Kainata ne kadar hayranlıkla bakıyorsam, onun bir uzantısı olan dünyaya da o kadar yadırgayarak ve hüzünle bakar oldum.
Bu algımda yalnız olmadığımı, hatırı sayılır büyüklükte bir grup insanın, kavramakta-kabul etmekte zorlandıkları gidişata bunalmışlığın acısından ya da güçlü bir yalnızlık duygusunun derinliğinden baktığını hissediyorum.
İnsan eliyle oluşturulmaya devam eden acıları saf ışığın altında görebilenler hayata uymakta iyice zorlanır, kendilerini kandıramaz, dünyaya aldanamaz, insana güvenmekte zorluk çeker oldu.
Büyük acıların, tüm yüzyıllarda ve çağımızda hala devam ediyor olması, insana dair belletilen tüm aydınlık kavrayışları sorgulatacak, yerinden oynatacak bir kerteye geldi.
Carl Sagan’ın bir kitabında, “aslında hepimiz birer yıldız tozuyuz” dediğini hatırlıyorum…
14 milyar yıl süren evrimin mirasçıları, atomlarında milyarlarca yıllık bilgi taşıyan ilk yıldız torunları olduğumuzu söylüyor Sagan.
Milyonlarca yıl süren karmaşık bir evrimin sonucunda her geçen gün biraz daha akıllanarak, gelişerek varlığımızı sürdürmemiz gereken yeryüzünde bu gün olmaya devam edenler, tohumlarımıza nüve olan yıldız parçalarına, bilgi yüklü yaşam tozlarına ne olduğunu düşündürüyor insana.
En babayiğidin üzerinde 90 sene kalabildiği şu canlı küreye ve üstünde yaşayanlara bu gün yaşananları reva görenler, müthiş bir döngü içinde durmaksızın devinen bu muhteşem fabrikanın yıldız tozu katmayı esirgediği üretim artıkları mı acaba?
Akıllara durgunluk verecek kadar ihtişamlı bir başlangıçla hayat bulan evrenin sonsuz hikayesinde rol almış insanın defter-i kebirindeki kirli hesap sayfalarını kim-ne zaman yırtıp atacak, ki açılsın temiz sayfalar?
Ayıplı masallara dinleyici, kanlı filmlere izleyici kılarak ruhumuzu tüketen bu senaryolardan Godo’mu gelip kurtaracak bizi?!
Tüm yüzyılların, tüm özgürlüklerin, tüm tutsaklıkların, tüm barışların, tüm savaşların, tüm haksızlıkların, tüm ihtişamların, tüm sefaletlerin ve tüm acıların değişmez şahidi gökyüzü mü dile gelecek sonunda?

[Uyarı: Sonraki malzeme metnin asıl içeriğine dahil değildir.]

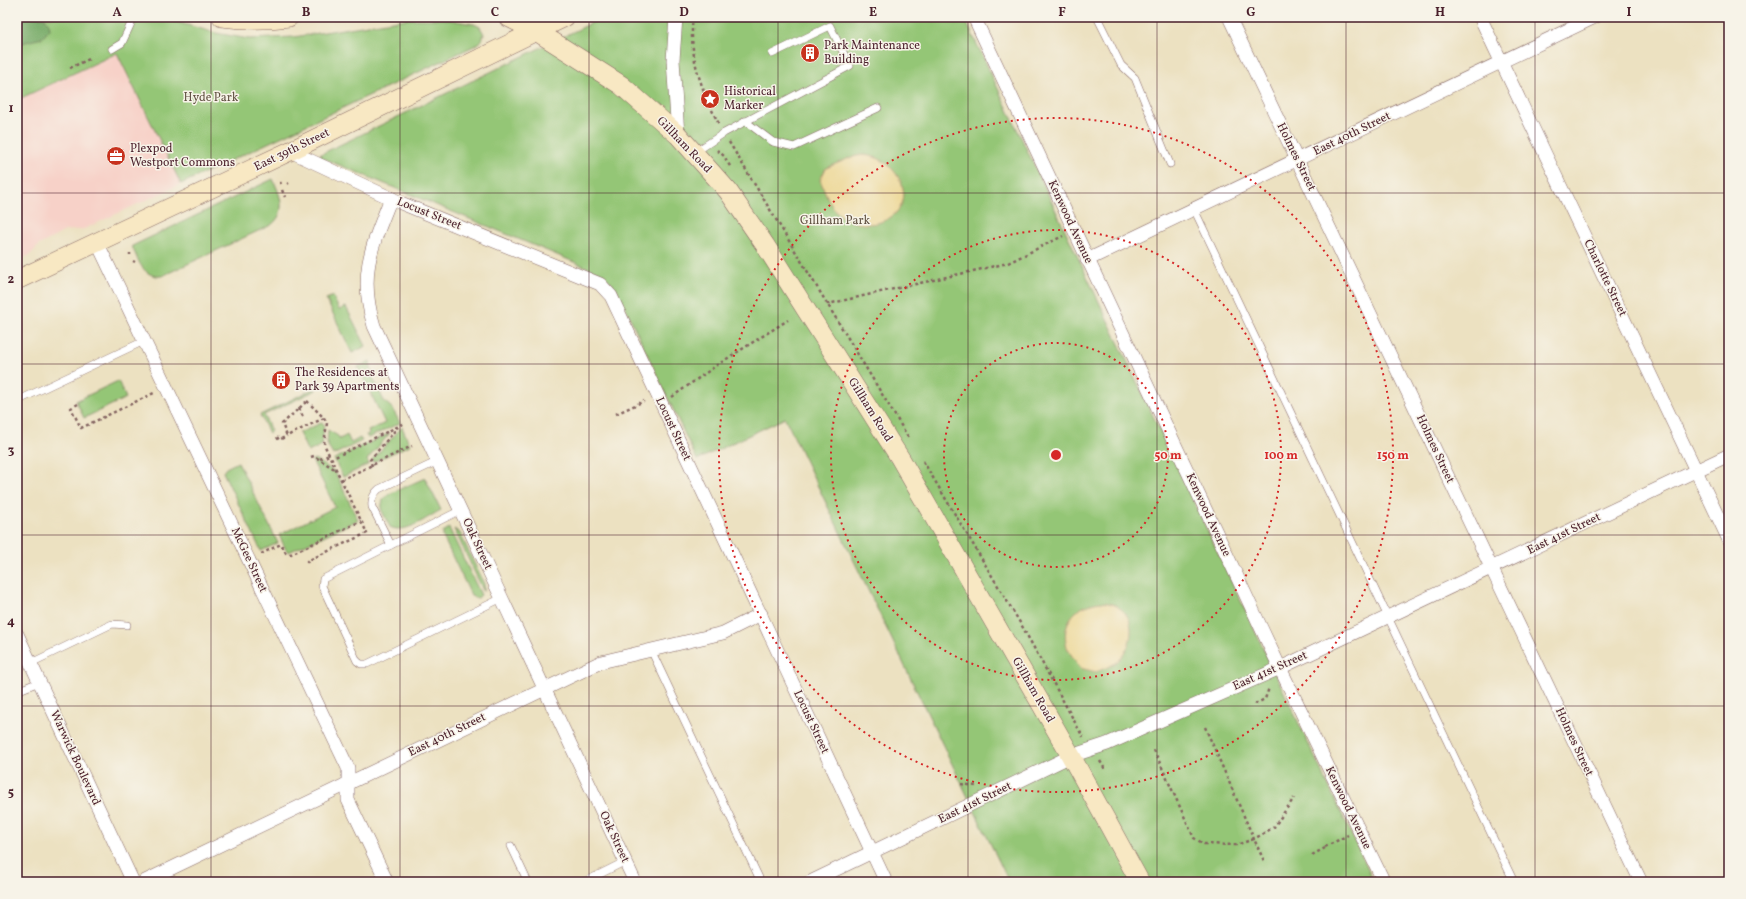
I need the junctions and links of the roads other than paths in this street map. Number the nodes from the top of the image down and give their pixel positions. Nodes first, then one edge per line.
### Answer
1 (134, 17) edge
2 (222, 17) edge
3 (289, 17) edge
4 (508, 17) edge
5 (565, 17) edge
6 (676, 17) edge
7 (974, 17) edge
8 (1097, 17) edge
9 (1229, 17) edge
10 (1480, 17) edge
11 (1595, 17) edge
12 (536, 31) junction
13 (112, 49) dead end
14 (772, 54) dead end
15 (1502, 62) junction
16 (878, 108) dead end
17 (745, 121) junction
18 (678, 135) junction
19 (290, 151) junction
20 (694, 153) junction
21 (1297, 160) junction
22 (1170, 164) dead end
23 (391, 198) junction
24 (1194, 209) junction
25 (97, 242) junction
26 (1087, 260) junction
27 (17, 280) edge
28 (144, 341) junction
29 (17, 401) edge
30 (1729, 455) edge
31 (438, 461) junction
32 (1696, 471) junction
33 (461, 510) junction
34 (1729, 540) edge
35 (391, 545) junction
36 (1492, 569) junction
37 (502, 598) junction
38 (761, 614) junction
39 (1387, 617) junction
40 (127, 625) dead end
41 (17, 634) edge
42 (651, 650) junction
43 (31, 663) junction
44 (1280, 668) junction
45 (39, 682) junction
46 (545, 688) junction
47 (17, 691) edge
48 (1071, 756) junction
49 (348, 783) junction
50 (511, 846) dead end
51 (872, 853) junction
52 (626, 861) junction
53 (133, 882) edge
54 (143, 882) edge
55 (387, 882) edge
56 (528, 882) edge
57 (584, 882) edge
58 (636, 882) edge
59 (761, 882) edge
60 (810, 882) edge
61 (886, 882) edge
62 (1140, 882) edge
63 (1384, 882) edge
64 (1514, 882) edge
65 (1641, 882) edge

1 - 13 lane
2 - 3 main road
4 - 12 main road, Gillham Road
5 - 12 main road, East 39th Street
6 - 18 street
7 - 26 street, Kenwood Avenue
8 - 22 lane
9 - 21 street, Holmes Street
10 - 15 street, Charlotte Street
11 - 15 street, East 40th Street
12 - 18 main road, Gillham Road
12 - 19 main road, East 39th Street
14 - 17 lane
15 - 21 street, East 40th Street
15 - 32 street, Charlotte Street
16 - 17 lane
17 - 20 lane
18 - 20 main road, Gillham Road
19 - 23 street, Locust Street
19 - 25 main road, East 39th Street
20 - 48 main road, Gillham Road
21 - 24 street, East 40th Street
21 - 36 street, Holmes Street
23 - 31 street, Oak Street
23 - 38 street, Locust Street
24 - 26 street, East 40th Street
24 - 39 lane
25 - 27 main road, East 39th Street
25 - 28 street, McGee Street
26 - 44 street, Kenwood Avenue
28 - 29 lane
28 - 49 street, McGee Street
30 - 32 street, East 41st Street
31 - 33 street, Oak Street
31 - 35 lane
32 - 34 street, Charlotte Street
32 - 36 street, East 41st Street
33 - 35 lane
33 - 37 street, Oak Street
35 - 37 lane
36 - 39 street, East 41st Street
36 - 65 street, Holmes Street
37 - 46 street, Oak Street
38 - 42 street, East 40th Street
38 - 51 street, Locust Street
39 - 44 street, East 41st Street
39 - 64 lane
40 - 43 lane
41 - 43 street, Warwick Boulevard
42 - 46 street, East 40th Street
42 - 59 lane
43 - 45 street, Warwick Boulevard
44 - 48 street, East 41st Street
44 - 63 street, Kenwood Avenue
45 - 47 lane
45 - 53 street, Warwick Boulevard
46 - 49 street, East 40th Street
46 - 52 street, Oak Street
48 - 51 street, East 41st Street
48 - 62 main road, Gillham Road
49 - 54 street, East 40th Street
49 - 55 street, McGee Street
50 - 56 lane
51 - 60 street, East 41st Street
51 - 61 street, Locust Street
52 - 57 lane
52 - 58 street, Oak Street

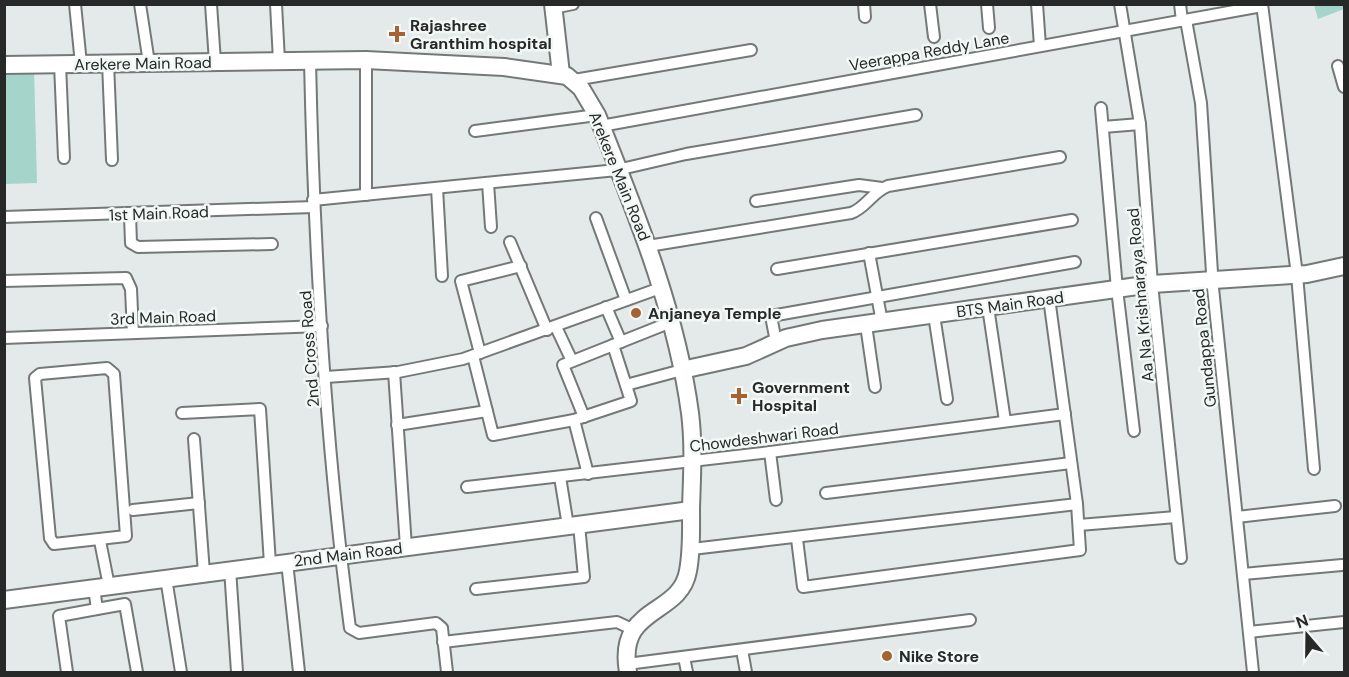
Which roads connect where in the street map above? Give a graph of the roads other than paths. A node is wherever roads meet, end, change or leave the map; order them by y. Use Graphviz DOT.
graph roads {
  1 [pos="75,4"];
  2 [pos="140,4"];
  3 [pos="211,4"];
  4 [pos="276,4"];
  5 [pos="573,4"];
  6 [pos="864,4"];
  7 [pos="930,4"];
  8 [pos="987,4"];
  9 [pos="1037,4"];
  10 [pos="1120,4"];
  11 [pos="1180,4"];
  12 [pos="1262,5"];
  13 [pos="553,6"];
  14 [pos="865,17"];
  15 [pos="1184,21"];
  16 [pos="989,28"];
  17 [pos="1125,31"];
  18 [pos="934,37"];
  19 [pos="1040,46"];
  20 [pos="751,50"];
  21 [pos="366,60"];
  22 [pos="310,61"];
  23 [pos="215,62"];
  24 [pos="279,62"];
  25 [pos="108,63"];
  26 [pos="149,63"];
  27 [pos="60,64"];
  28 [pos="81,64"];
  29 [pos="4,65"];
  30 [pos="1338,66"];
  31 [pos="567,77"];
  32 [pos="1344,87"];
  33 [pos="1101,108"];
  34 [pos="916,115"];
  35 [pos="599,121"];
  36 [pos="1140,124"];
  37 [pos="1103,127"];
  38 [pos="475,131"];
  39 [pos="1060,157"];
  40 [pos="64,158"];
  41 [pos="112,160"];
  42 [pos="617,170"];
  43 [pos="488,183"];
  44 [pos="437,188"];
  45 [pos="882,188"];
  46 [pos="366,195"];
  47 [pos="756,201"];
  48 [pos="314,203"];
  49 [pos="130,215"];
  50 [pos="4,217"];
  51 [pos="596,218"];
  52 [pos="1072,220"];
  53 [pos="491,227"];
  54 [pos="510,242"];
  55 [pos="272,244"];
  56 [pos="648,246"];
  57 [pos="869,254"];
  58 [pos="1075,262"];
  59 [pos="521,266"];
  60 [pos="1344,266"];
  61 [pos="777,269"];
  62 [pos="1297,275"];
  63 [pos="442,276"];
  64 [pos="1212,280"];
  65 [pos="4,281"];
  66 [pos="1152,284"];
  67 [pos="663,286"];
  68 [pos="1117,289"];
  69 [pos="877,297"];
  70 [pos="1049,298"];
  71 [pos="626,300"];
  72 [pos="988,307"];
  73 [pos="606,308"];
  74 [pos="934,315"];
  75 [pos="671,322"];
  76 [pos="874,323"];
  77 [pos="322,326"];
  78 [pos="551,328"];
  79 [pos="133,333"];
  80 [pos="4,338"];
  81 [pos="776,342"];
  82 [pos="617,344"];
  83 [pos="477,355"];
  84 [pos="572,361"];
  85 [pos="682,370"];
  86 [pos="394,372"];
  87 [pos="326,377"];
  88 [pos="626,386"];
  89 [pos="875,387"];
  90 [pos="947,399"];
  91 [pos="487,411"];
  92 [pos="182,413"];
  93 [pos="1065,414"];
  94 [pos="579,419"];
  95 [pos="1005,421"];
  96 [pos="397,425"];
  97 [pos="1134,431"];
  98 [pos="194,439"];
  99 [pos="770,452"];
  100 [pos="693,461"];
  101 [pos="1071,463"];
  102 [pos="1314,469"];
  103 [pos="588,474"];
  104 [pos="561,477"];
  105 [pos="467,487"];
  106 [pos="826,493"];
  107 [pos="776,500"];
  108 [pos="199,503"];
  109 [pos="1077,504"];
  110 [pos="1335,506"];
  111 [pos="133,510"];
  112 [pos="691,510"];
  113 [pos="1176,517"];
  114 [pos="1237,517"];
  115 [pos="1079,525"];
  116 [pos="573,526"];
  117 [pos="797,539"];
  118 [pos="100,541"];
  119 [pos="406,547"];
  120 [pos="692,549"];
  121 [pos="340,555"];
  122 [pos="1180,558"];
  123 [pos="287,562"];
  124 [pos="270,564"];
  125 [pos="1342,566"];
  126 [pos="230,569"];
  127 [pos="204,573"];
  128 [pos="1243,574"];
  129 [pos="166,578"];
  130 [pos="97,588"];
  131 [pos="476,589"];
  132 [pos="4,600"];
  133 [pos="95,609"];
  134 [pos="970,620"];
  135 [pos="1344,622"];
  136 [pos="632,629"];
  137 [pos="1249,632"];
  138 [pos="443,642"];
  139 [pos="742,650"];
  140 [pos="684,657"];
  141 [pos="627,668"];
  142 [pos="67,672"];
  143 [pos="137,672"];
  144 [pos="181,672"];
  145 [pos="237,672"];
  146 [pos="298,672"];
  147 [pos="447,672"];
  148 [pos="687,672"];
  149 [pos="746,672"];
  150 [pos="1253,672"];
  1 -- 28 [label="street"];
  2 -- 26 [label="street"];
  3 -- 23 [label="street"];
  4 -- 24 [label="street"];
  5 -- 13 [label="street"];
  6 -- 14 [label="street"];
  7 -- 18 [label="street"];
  8 -- 16 [label="street"];
  9 -- 19 [label="street"];
  10 -- 17 [label="street, Aa Na Krishnaraya Road"];
  11 -- 15 [label="street, Gundappa Road"];
  12 -- 15 [label="street, Veerappa Reddy Lane"];
  12 -- 62 [label="street"];
  13 -- 31 [label="street"];
  15 -- 17 [label="street, Veerappa Reddy Lane"];
  15 -- 64 [label="street, Gundappa Road"];
  17 -- 19 [label="street, Veerappa Reddy Lane"];
  17 -- 36 [label="street, Aa Na Krishnaraya Road"];
  19 -- 35 [label="street, Veerappa Reddy Lane"];
  20 -- 31 [label="street"];
  21 -- 22 [label="street, Arekere Main Road"];
  21 -- 31 [label="street, Arekere Main Road"];
  21 -- 46 [label="street"];
  22 -- 24 [label="street, Arekere Main Road"];
  22 -- 48 [label="street, 2nd Cross Road"];
  23 -- 24 [label="street, Arekere Main Road"];
  23 -- 26 [label="street, Arekere Main Road"];
  25 -- 26 [label="street, Arekere Main Road"];
  25 -- 28 [label="street, Arekere Main Road"];
  25 -- 41 [label="street"];
  27 -- 28 [label="street, Arekere Main Road"];
  27 -- 29 [label="street, Arekere Main Road"];
  27 -- 40 [label="street"];
  30 -- 32 [label="street"];
  31 -- 35 [label="street, Arekere Main Road"];
  33 -- 37 [label="street"];
  34 -- 42 [label="street, 1st Main Road"];
  35 -- 38 [label="street, Veerappa Reddy Lane"];
  35 -- 42 [label="street, Arekere Main Road"];
  36 -- 37 [label="street"];
  36 -- 66 [label="street, Aa Na Krishnaraya Road"];
  37 -- 68 [label="street"];
  39 -- 45 [label="street"];
  42 -- 43 [label="street, 1st Main Road"];
  42 -- 56 [label="street, Arekere Main Road"];
  43 -- 44 [label="street, 1st Main Road"];
  43 -- 53 [label="street"];
  44 -- 46 [label="street, 1st Main Road"];
  44 -- 63 [label="street"];
  45 -- 47 [label="street"];
  45 -- 56 [label="street"];
  46 -- 48 [label="street, 1st Main Road"];
  48 -- 49 [label="street, 1st Main Road"];
  48 -- 77 [label="street, 2nd Cross Road"];
  49 -- 50 [label="street, 1st Main Road"];
  49 -- 55 [label="street"];
  51 -- 71 [label="street"];
  52 -- 57 [label="street"];
  54 -- 59 [label="street"];
  56 -- 67 [label="street, Arekere Main Road"];
  57 -- 61 [label="street"];
  57 -- 69 [label="street"];
  58 -- 69 [label="street"];
  59 -- 78 [label="street"];
  59 -- 83 [label="street"];
  60 -- 62 [label="street, BTS Main Road"];
  62 -- 64 [label="street, BTS Main Road"];
  62 -- 102 [label="street"];
  64 -- 66 [label="street, BTS Main Road"];
  64 -- 114 [label="street, Gundappa Road"];
  65 -- 79 [label="street"];
  66 -- 68 [label="street, BTS Main Road"];
  66 -- 113 [label="street, Aa Na Krishnaraya Road"];
  67 -- 71 [label="street"];
  67 -- 75 [label="street, Arekere Main Road"];
  68 -- 70 [label="street, BTS Main Road"];
  68 -- 97 [label="street"];
  69 -- 76 [label="street"];
  69 -- 81 [label="street"];
  70 -- 72 [label="street, BTS Main Road"];
  70 -- 93 [label="street"];
  71 -- 73 [label="street"];
  72 -- 74 [label="street, BTS Main Road"];
  72 -- 95 [label="street"];
  73 -- 78 [label="street"];
  73 -- 82 [label="street"];
  74 -- 76 [label="street, BTS Main Road"];
  74 -- 90 [label="street"];
  75 -- 82 [label="street"];
  75 -- 85 [label="street, Arekere Main Road"];
  76 -- 81 [label="street, BTS Main Road"];
  76 -- 89 [label="street"];
  77 -- 79 [label="street, 3rd Main Road"];
  77 -- 87 [label="street, 2nd Cross Road"];
  78 -- 83 [label="street"];
  78 -- 84 [label="street"];
  79 -- 80 [label="street, 3rd Main Road"];
  81 -- 85 [label="street, BTS Main Road"];
  82 -- 84 [label="street"];
  82 -- 88 [label="street"];
  83 -- 86 [label="street"];
  83 -- 91 [label="street"];
  84 -- 94 [label="street"];
  85 -- 88 [label="street"];
  85 -- 100 [label="street, Arekere Main Road"];
  86 -- 87 [label="street"];
  86 -- 96 [label="street"];
  87 -- 121 [label="street, 2nd Cross Road"];
  88 -- 94 [label="street"];
  91 -- 94 [label="street"];
  91 -- 96 [label="street"];
  92 -- 124 [label="street"];
  93 -- 95 [label="street, Chowdeshwari Road"];
  93 -- 101 [label="street"];
  94 -- 103 [label="street"];
  95 -- 99 [label="street, Chowdeshwari Road"];
  96 -- 119 [label="street"];
  98 -- 108 [label="street"];
  99 -- 100 [label="street, Chowdeshwari Road"];
  99 -- 107 [label="street"];
  100 -- 103 [label="street, Chowdeshwari Road"];
  100 -- 112 [label="street, Arekere Main Road"];
  101 -- 106 [label="street"];
  101 -- 109 [label="street"];
  103 -- 104 [label="street, Chowdeshwari Road"];
  104 -- 105 [label="street, Chowdeshwari Road"];
  104 -- 116 [label="street"];
  108 -- 111 [label="street"];
  108 -- 127 [label="street"];
  109 -- 115 [label="street"];
  109 -- 117 [label="street"];
  110 -- 114 [label="street"];
  112 -- 116 [label="street, 2nd Main Road"];
  112 -- 120 [label="street, Arekere Main Road"];
  113 -- 115 [label="street"];
  113 -- 122 [label="street, Aa Na Krishnaraya Road"];
  114 -- 128 [label="street, Gundappa Road"];
  115 -- 117 [label="street"];
  116 -- 119 [label="street, 2nd Main Road"];
  116 -- 131 [label="street"];
  117 -- 120 [label="street"];
  118 -- 118 [label="street"];
  118 -- 130 [label="street"];
  119 -- 121 [label="street, 2nd Main Road"];
  120 -- 136 [label="street, Arekere Main Road"];
  121 -- 123 [label="street, 2nd Main Road"];
  121 -- 138 [label="street, 2nd Cross Road"];
  123 -- 124 [label="street, 2nd Main Road"];
  123 -- 146 [label="street"];
  124 -- 126 [label="street, 2nd Main Road"];
  125 -- 128 [label="street"];
  126 -- 127 [label="street, 2nd Main Road"];
  126 -- 145 [label="street"];
  127 -- 129 [label="street, 2nd Main Road"];
  128 -- 137 [label="street, Gundappa Road"];
  129 -- 130 [label="street, 2nd Main Road"];
  129 -- 144 [label="street"];
  130 -- 132 [label="street, 2nd Main Road"];
  130 -- 133 [label="street"];
  133 -- 142 [label="street"];
  133 -- 143 [label="street"];
  134 -- 139 [label="street"];
  135 -- 137 [label="street"];
  136 -- 138 [label="street"];
  136 -- 141 [label="street"];
  137 -- 150 [label="street, Gundappa Road"];
  138 -- 147 [label="street"];
  139 -- 140 [label="street"];
  139 -- 149 [label="street"];
  140 -- 141 [label="street"];
  140 -- 148 [label="street"];
}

Kar hırsıyla dünyayı cehennem trenine bindirmiş “hayırsız torun”ları ezelden ebede seyreden, gören-duyan-kaydeden var mı ondan başka?
Evrenin sonsuz ömürlü elektronlarına yüklediğimiz kayıtları çıkarsın artık arşivinden, atıversin hesap sorarcasına önümüze.
Derin anılar fişimizi takıversin kolektif alana, kaldıralım gözlerimizi yukarıya, anlatsın bize dokuduğumuz halının hikayesini, geriye sararak filmi, becerebilirsek eğer utanalım!
Ya da kalmamışsa bizde hiç umut, saçtığı yıldız tozlarına lanet ederek indirsin şimşeklerini üzerimize Sodom-Gomore gibi, ardımıza bile bakamadan kül olalım!
Ve biz artık fark edelim, içinde debelendiğimiz bu trajediyi…
Ya vazgeçelim bu insan “mış” gibi yapma oyunundan; unutalım yücelmeye duyduğumuz öykünmeleri.
Ya da hatırlasın belleğimiz, her an değişen bu ışıklı mavi küredeki yüksek hedefimizi.
Zayıflayan tutunma hevesimiz iyice tükenmeden, bu anlamsız savruluşa birileri dur desin.
Desin de, kökleri evrenle yaşıt yıldız tozları dünyayı ziyanla değil kazançla terk etsin.
Ne olur artık bir yerlerden aydınlık gelsin!